An SME (small or medium-sized enterprise) placed its entire marketing and many of its technical and managerial functions in the hands of another. The same two individuals were joint managing directors of both companies. The first company was owned by three shareholders, the two managing directors and – as the majority shareholder – the wife of the first. The second company was held in equal shares by that same managing director and his mother. The first company claimed an East German investment grant (no longer available in 2014) at the higher level available to SMEs. The tax office only allowed the lower benefit available to larger companies on the grounds that the two businesses effectively acted as a single unit and should be treated as one, even though they were not formally joined by shareholding or contract. The dispute came before the ECJ because the investment grant rules refer to the EU SME definition.

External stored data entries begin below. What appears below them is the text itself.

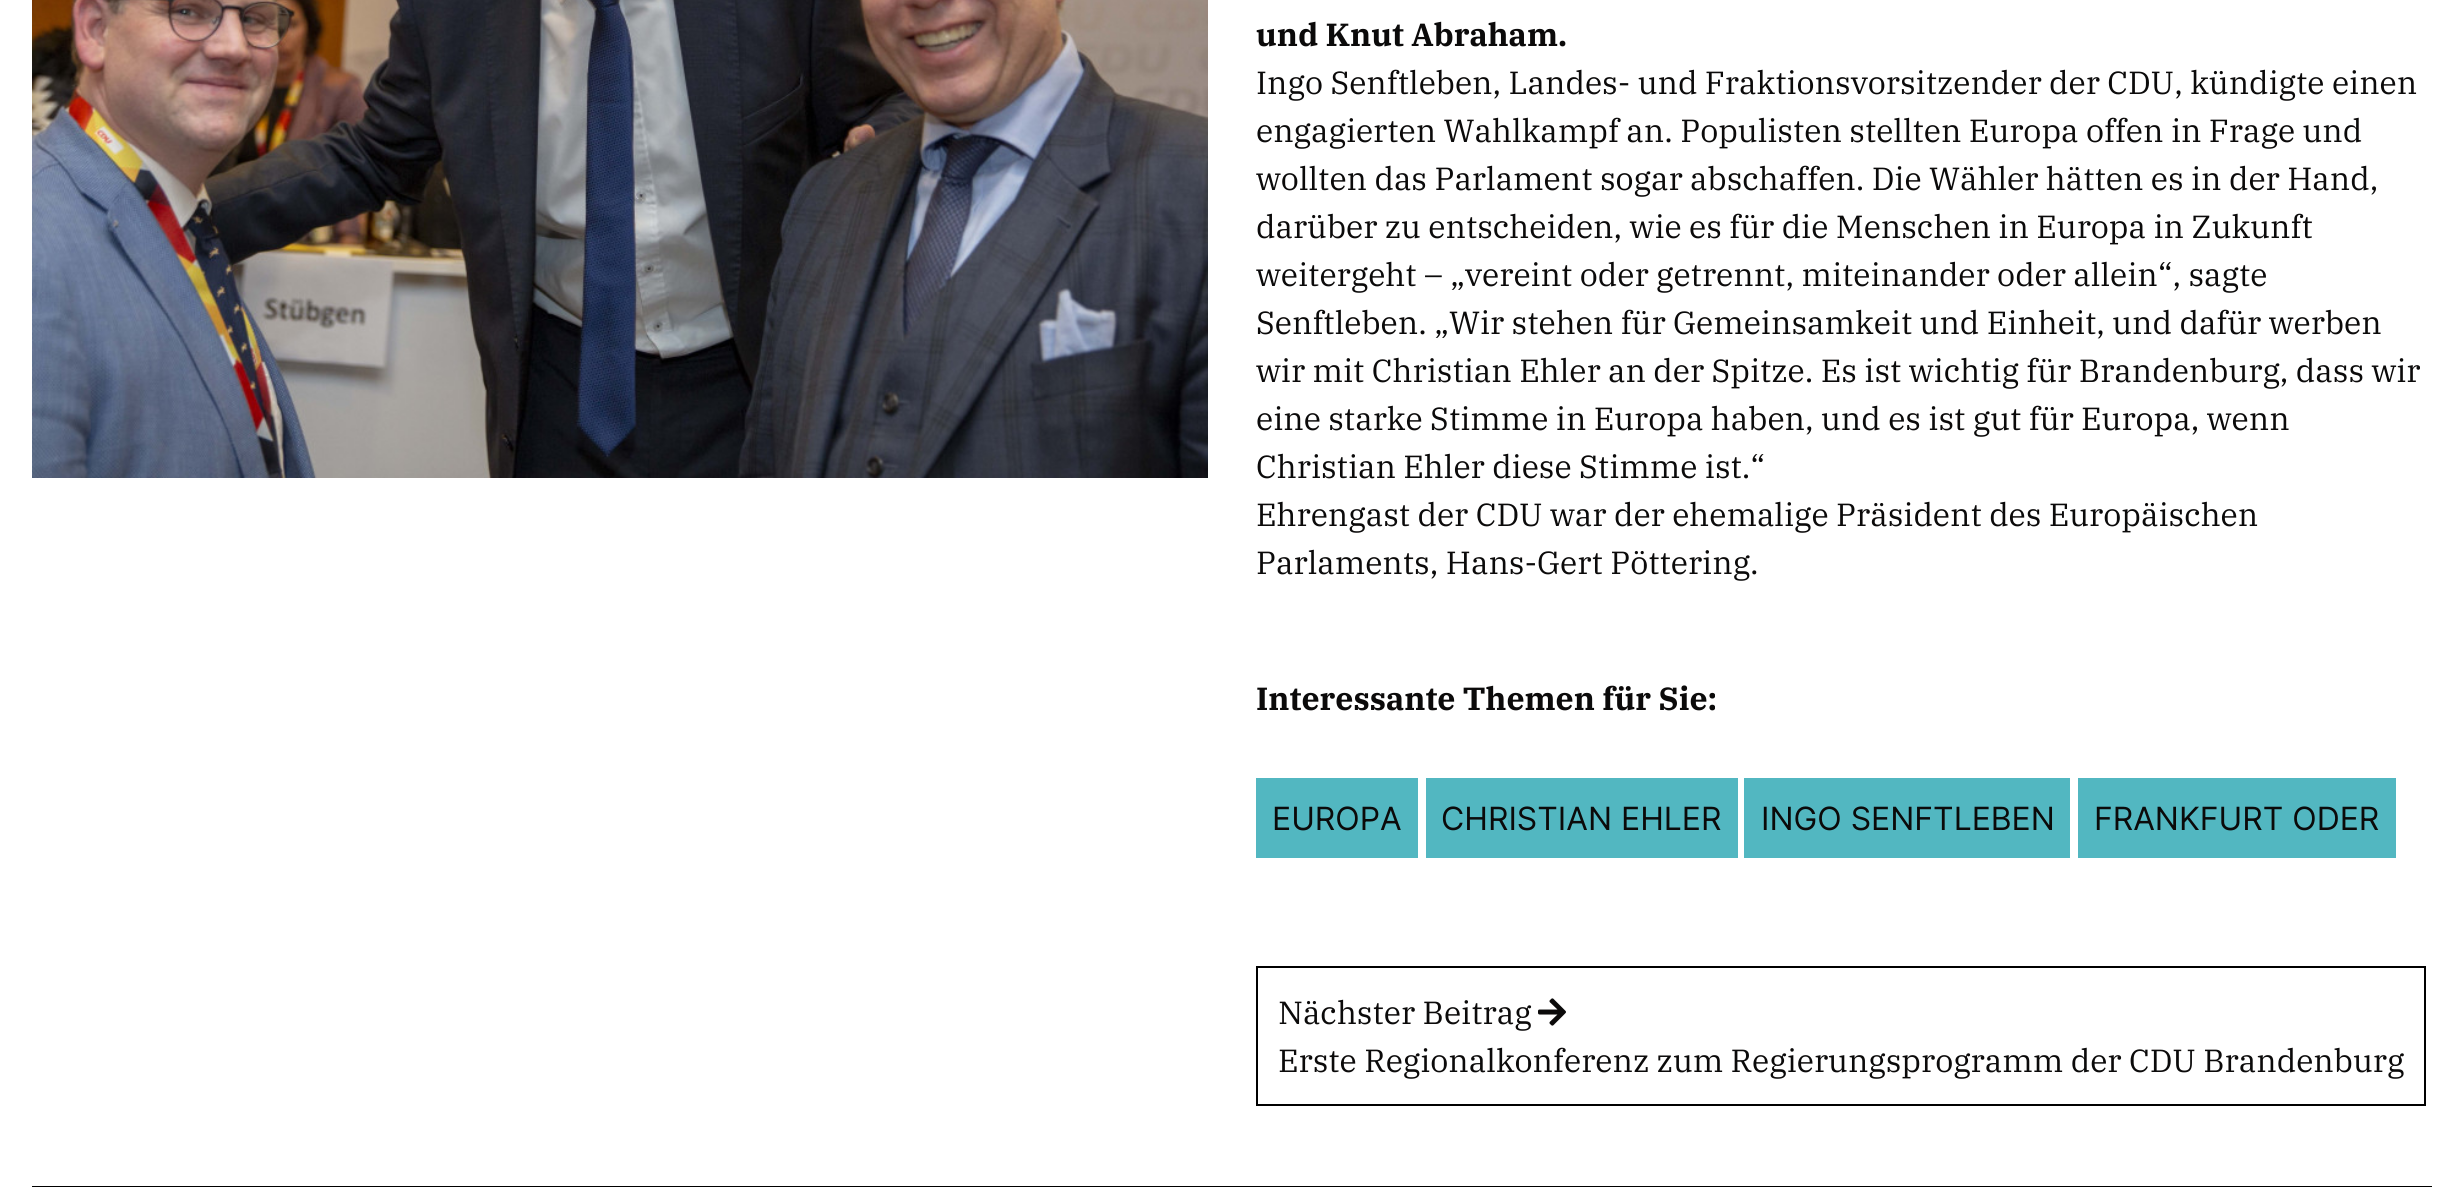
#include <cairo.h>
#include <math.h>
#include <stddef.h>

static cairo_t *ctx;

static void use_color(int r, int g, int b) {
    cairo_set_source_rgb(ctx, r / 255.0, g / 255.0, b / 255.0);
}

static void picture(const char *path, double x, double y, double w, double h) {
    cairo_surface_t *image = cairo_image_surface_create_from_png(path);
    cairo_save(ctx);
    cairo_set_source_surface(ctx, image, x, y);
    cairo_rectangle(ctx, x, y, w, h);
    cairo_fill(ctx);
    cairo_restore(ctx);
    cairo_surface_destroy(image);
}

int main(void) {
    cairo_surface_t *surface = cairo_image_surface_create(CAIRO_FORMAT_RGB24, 2464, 1187);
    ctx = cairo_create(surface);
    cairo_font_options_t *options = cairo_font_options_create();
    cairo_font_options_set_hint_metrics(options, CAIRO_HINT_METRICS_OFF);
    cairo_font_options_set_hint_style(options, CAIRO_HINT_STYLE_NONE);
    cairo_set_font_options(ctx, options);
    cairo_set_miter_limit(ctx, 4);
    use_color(255, 255, 255);
    cairo_paint(ctx);
    use_color(0, 0, 0);
    cairo_rectangle(ctx, 32, 1186, 2400, 1);
    cairo_fill(ctx);
    picture("img1.png", 32, 0, 1176, 478);
    cairo_select_font_face(ctx, "IBM Plex Serif", CAIRO_FONT_SLANT_NORMAL, CAIRO_FONT_WEIGHT_BOLD);
    cairo_set_font_size(ctx, 32);
    use_color(11, 10, 10);
    cairo_move_to(ctx, 1256, 46);
    cairo_show_text(ctx, "und Knut Abraham.");
    cairo_select_font_face(ctx, "IBM Plex Serif", CAIRO_FONT_SLANT_NORMAL, CAIRO_FONT_WEIGHT_NORMAL);
    cairo_move_to(ctx, 1256, 94);
    cairo_show_text(ctx, "Ingo Senftleben, Landes- und Fraktionsvorsitzender der CDU, kündigte einen");
    cairo_move_to(ctx, 1256, 142);
    cairo_show_text(ctx, "engagierten Wahlkampf an. Populisten stellten Europa offen in Frage und");
    cairo_move_to(ctx, 1256, 190);
    cairo_show_text(ctx, "wollten das Parlament sogar abschaffen. Die Wähler hätten es in der Hand,");
    cairo_move_to(ctx, 1256, 238);
    cairo_show_text(ctx, "darüber zu entscheiden, wie es für die Menschen in Europa in Zukunft");
    cairo_move_to(ctx, 1256, 286);
    cairo_show_text(ctx, "weitergeht – „vereint oder getrennt, miteinander oder allein“, sagte");
    cairo_move_to(ctx, 1256, 334);
    cairo_show_text(ctx, "Senftleben. „Wir stehen für Gemeinsamkeit und Einheit, und dafür werben");
    cairo_move_to(ctx, 1256, 382);
    cairo_show_text(ctx, "wir mit Christian Ehler an der Spitze. Es ist wichtig für Brandenburg, dass wir");
    cairo_move_to(ctx, 1256, 430);
    cairo_show_text(ctx, "eine starke Stimme in Europa haben, und es ist gut für Europa, wenn");
    cairo_move_to(ctx, 1256, 478);
    cairo_show_text(ctx, "Christian Ehler diese Stimme ist.“");
    cairo_move_to(ctx, 1256, 526);
    cairo_show_text(ctx, "Ehrengast der CDU war der ehemalige Präsident des Europäischen");
    cairo_move_to(ctx, 1256, 574);
    cairo_show_text(ctx, "Parlaments, Hans-Gert Pöttering.");
    cairo_select_font_face(ctx, "IBM Plex Serif", CAIRO_FONT_SLANT_NORMAL, CAIRO_FONT_WEIGHT_BOLD);
    cairo_move_to(ctx, 1256, 710);
    cairo_show_text(ctx, "Interessante Themen für Sie:");
    use_color(82, 183, 193);
    cairo_rectangle(ctx, 1256, 778, 162, 80);
    cairo_fill(ctx);
    cairo_select_font_face(ctx, "Inter", CAIRO_FONT_SLANT_NORMAL, CAIRO_FONT_WEIGHT_NORMAL);
    use_color(11, 10, 10);
    cairo_move_to(ctx, 1272, 830);
    cairo_show_text(ctx, "EUROPA");
    use_color(82, 183, 193);
    cairo_rectangle(ctx, 1426, 778, 312, 80);
    cairo_fill(ctx);
    use_color(11, 10, 10);
    cairo_move_to(ctx, 1441, 830);
    cairo_show_text(ctx, "CHRISTIAN EHLER");
    use_color(82, 183, 193);
    cairo_rectangle(ctx, 1744, 778, 326, 80);
    cairo_fill(ctx);
    use_color(11, 10, 10);
    cairo_move_to(ctx, 1761, 830);
    cairo_show_text(ctx, "INGO SENFTLEBEN");
    use_color(82, 183, 193);
    cairo_rectangle(ctx, 2078, 778, 318, 80);
    cairo_fill(ctx);
    use_color(11, 10, 10);
    cairo_move_to(ctx, 2094, 830);
    cairo_show_text(ctx, "FRANKFURT ODER");
    cairo_rectangle(ctx, 1257, 967, 1168, 138);
    use_color(0, 0, 0);
    cairo_stroke(ctx);
    cairo_select_font_face(ctx, "IBM Plex Serif", CAIRO_FONT_SLANT_NORMAL, CAIRO_FONT_WEIGHT_NORMAL);
    use_color(11, 10, 10);
    cairo_move_to(ctx, 1278, 1024);
    cairo_show_text(ctx, "Nächster Beitrag");
    picture("img2.png", 1538, 998, 28, 28);
    cairo_move_to(ctx, 1278, 1072);
    cairo_show_text(ctx, "Erste Regionalkonferenz zum Regierungsprogramm der CDU Brandenburg");
    cairo_surface_write_to_png(surface, "result.png");
    cairo_font_options_destroy(options);
    cairo_destroy(ctx);
    cairo_surface_destroy(surface);
    return 0;
}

The ECJ has now held that a business should only be entitled to SME privileges if it remained an SME after taking all other businesses with which it regularly acted in concert into account. Acting in concert was not just a matter of shareholdings or contract; it was a question of fact and could stem from family or other ties. The court pointed out that most SME privileges were exemptions from more onerous requirements on business as a whole and definitions should therefore be followed strictly. However the court also said that although acting in concert was not necessarily dependent upon a contract, a deliberate intent to abuse the SME rules did not of itself suffice for the denial of SME privileges.
The ECJ case reference is C-110/13 HaTeFo judgment of February 27, 2014.